When to Get Concerned
Sneezing is a generic attempt by the body to stop nasal irritation. It often works. However, if your dog’s sneezing is continuous, violent, and accompanied by nasal discharge, you need to commence an investigation.
What to Do
Since you have some idea about what causes sneezing (see above), you should be able to evaluate contributory factors.
- If the sneezing started quite suddenly during or after a walk in the fields, it could well be a foreign body, although it could be a temporary allergic reaction too.
- If your pet is newly adopted from a shelter, he may have picked up an infection there;
- Also, he may be allergic to something in your house.
- If your pet has a spotty vaccination history, infection could well be the cause.
- If the frequency of sneezing has gradually picked up over weeks, there could be a nasal growth that’s the root cause.
Blood in the Discharge
If your dog’s sneezing has commenced abruptly and he has been sneezing for over six hours or so but there is no blood in his nasal discharge, you need to book an immediate appointment with your veterinarian. Ideally, your dog should be examined within the next 24 hours.
When the frequency of sneezing has gradually seen an uptick, your dog will need professional help. Certainly, the earlier the better, but a delay of a couple of days should be fine.
In the meantime, keep him “quarantined” from other dogs, especially if you think that he may be infected with a disease.
Typical Treatment – How to Stop The Sneezing?

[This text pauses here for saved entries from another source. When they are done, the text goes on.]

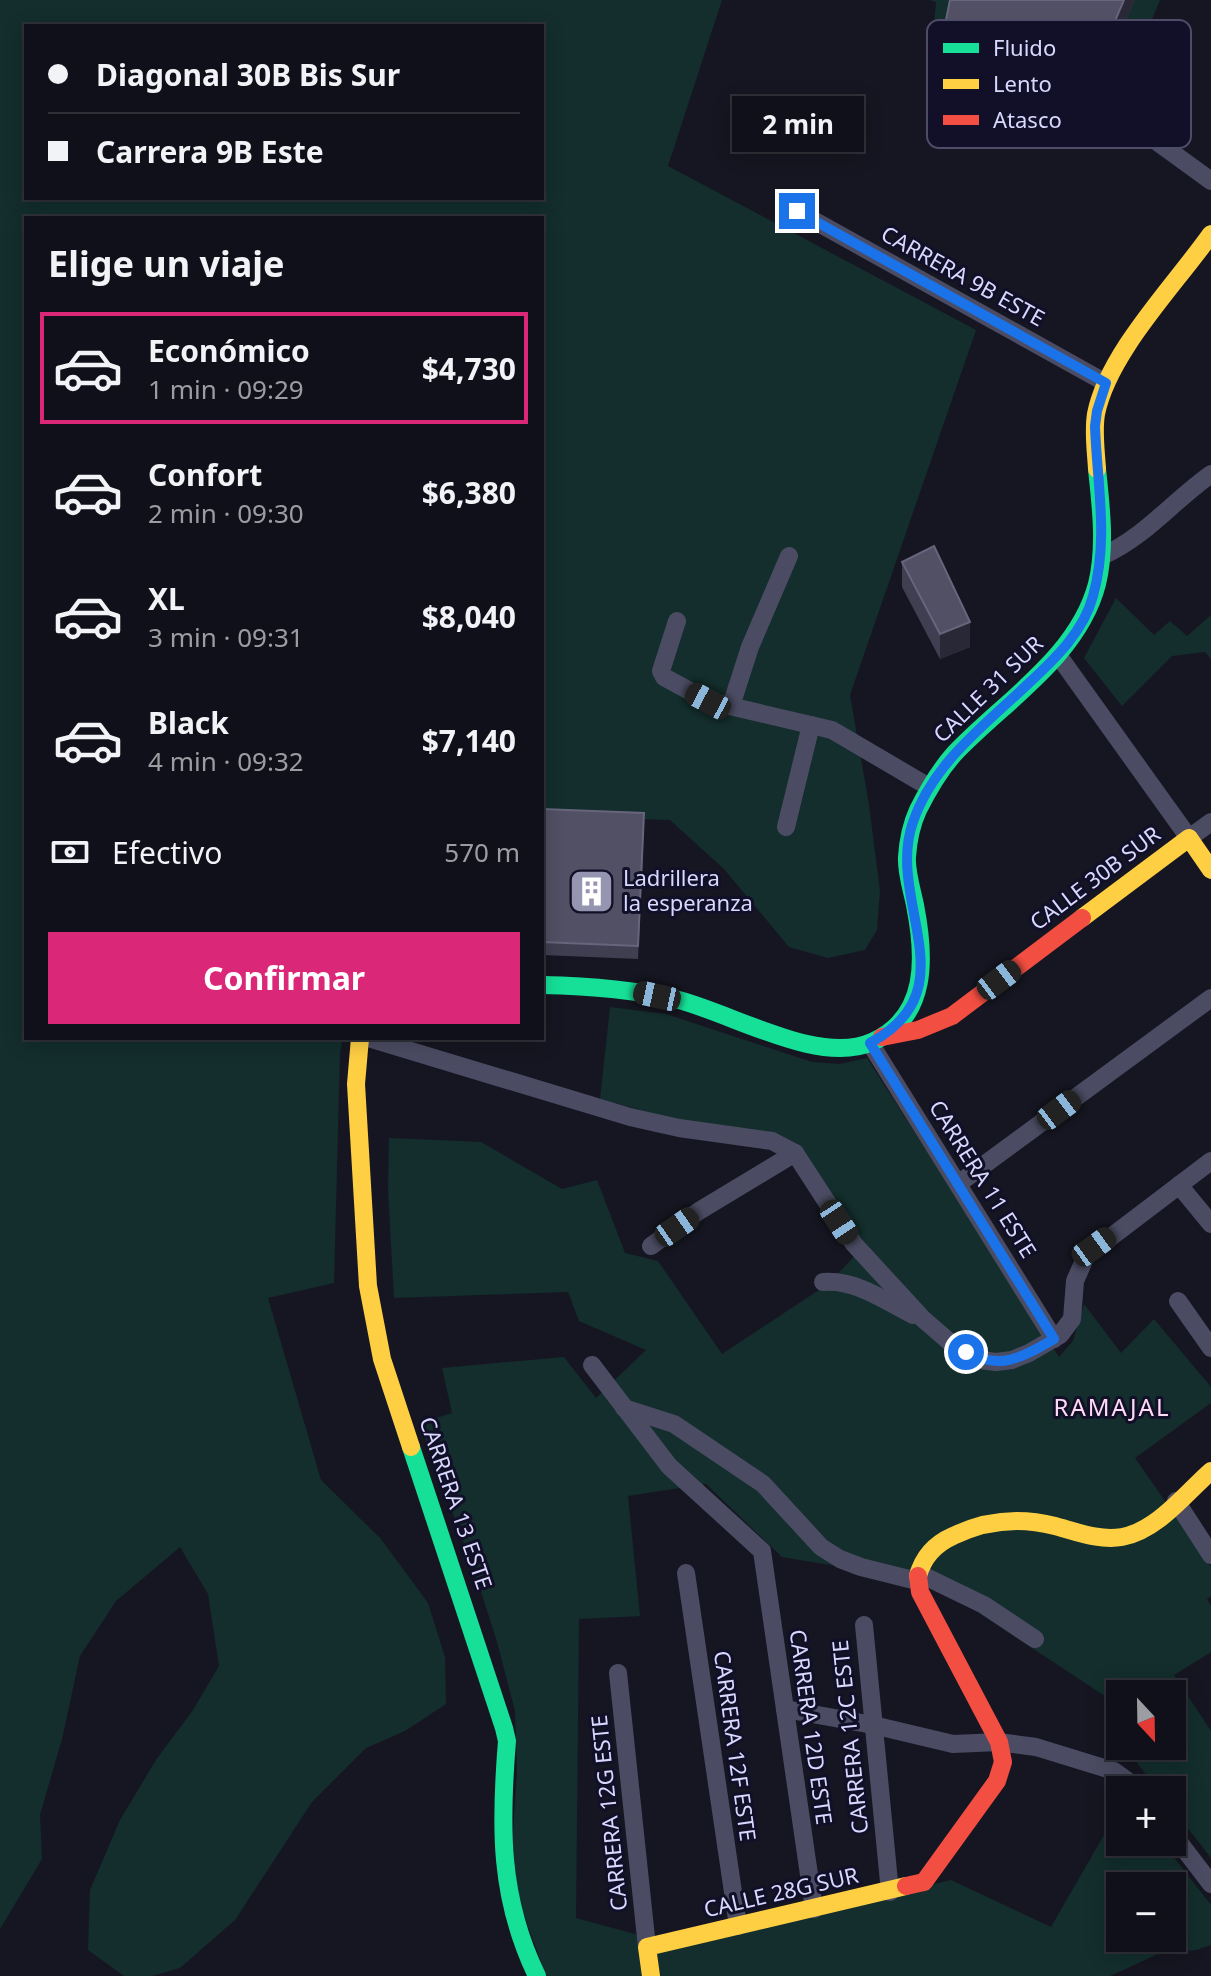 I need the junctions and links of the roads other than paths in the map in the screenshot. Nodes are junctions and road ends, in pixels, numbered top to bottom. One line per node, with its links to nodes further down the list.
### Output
1 (1166, 148): 2 (street)
2 (1211, 181)
3 (797, 211): 5 (street, CARRERA 9B ESTE)
4 (1211, 234): 5 (main road, CALLE 31 SUR)
5 (1106, 383): 8 (main road, CALLE 31 SUR)
6 (1211, 474): 8 (street)
7 (789, 556): 11 (street)
8 (1102, 556): 10 (main road, CALLE 31 SUR)
9 (677, 621): 11 (street)
10 (1058, 655): 13 (main road, CALLE 31 SUR); 16 (street)
11 (731, 706): 12 (street)
12 (811, 725): 13 (street); 15 (street)
13 (929, 787): 22 (main road, CALLE 31 SUR)
14 (1211, 822): 16 (street, CALLE 30B SUR)
15 (786, 827)
16 (1189, 838): 17 (main road); 22 (main road, CALLE 30B SUR)
17 (1211, 870)
18 (544, 985): 22 (main road)
19 (1211, 998): 25 (street)
20 (360, 1040): 54 (main road, CARRERA 13 ESTE)
21 (375, 1040): 23 (street)
22 (876, 1040): 25 (street, CARRERA 11 ESTE)
23 (795, 1153): 28 (street); 31 (street)
24 (1211, 1161): 26 (street)
25 (958, 1184): 32 (street, CARRERA 11 ESTE)
26 (1179, 1185): 27 (street); 32 (street)
27 (1211, 1224)
28 (651, 1246)
29 (823, 1282): 31 (street)
30 (1178, 1301): 33 (street)
31 (923, 1319): 32 (street)
32 (1054, 1339)
33 (1211, 1348)
34 (592, 1365): 35 (street)
35 (624, 1408): 40 (street); 44 (street, CARRERA 12D ESTE)
36 (1211, 1471): 37 (main road)
37 (1176, 1501): 38 (street); 40 (main road)
38 (1211, 1555)
39 (686, 1573): 52 (street, CARRERA 12F ESTE)
40 (917, 1577): 42 (street); 46 (main road)
41 (864, 1625): 45 (street, CARRERA 12C ESTE)
42 (1035, 1639)
43 (618, 1673): 53 (street, CARRERA 12G ESTE)
44 (785, 1709): 45 (street); 51 (street, CARRERA 12D ESTE)
45 (873, 1725): 46 (street); 50 (street, CARRERA 12C ESTE)
46 (999, 1742): 47 (street); 50 (main road, CALLE 28G SUR)
47 (1122, 1776)
48 (1186, 1851): 49 (street)
49 (1211, 1884)
50 (890, 1892): 51 (main road, CALLE 28G SUR)
51 (814, 1909): 52 (main road, CALLE 28G SUR)
52 (738, 1926): 53 (main road, CALLE 28G SUR)
53 (647, 1947): 55 (main road)
54 (537, 1976)
55 (651, 1976)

Treatment for chronic sneezing will need to be directed by a veterinarian. Needless to say, treatment will be based on the diagnosis.
Usually, you should have some answers immediately following the examination. In some cases — for example, allergies or growths — a definitive diagnosis could take a while, but you should have a fairly clear idea in a matter of weeks.
Treatment for allergies will depend on the agent involved; the perfect protocol may require a period of trial and error.
Infection is usually treated with antibiotics; even viral infections (that do not respond to antibiotics) can increase the susceptibility of your pet to bacteria, so it’s not uncommon to have a mixed infection that will respond to antibiotics.
The treatment regime for parasites is relatively straightforward, but a foreign body can be tricky to treat. Nasal growths will need to be analyzed to figure out how to deal with them.
Irrespective, you will need to closely follow your veterinarian’s recommendations.
A Final Word
When your dog keeps sneezing, you should be concerned. If you are attuned to your pet, you should be well placed to assist your veterinarian in homing in on the cause. As always, the quicker you get in touch with a veterinary professional, the better the prognosis for your dog.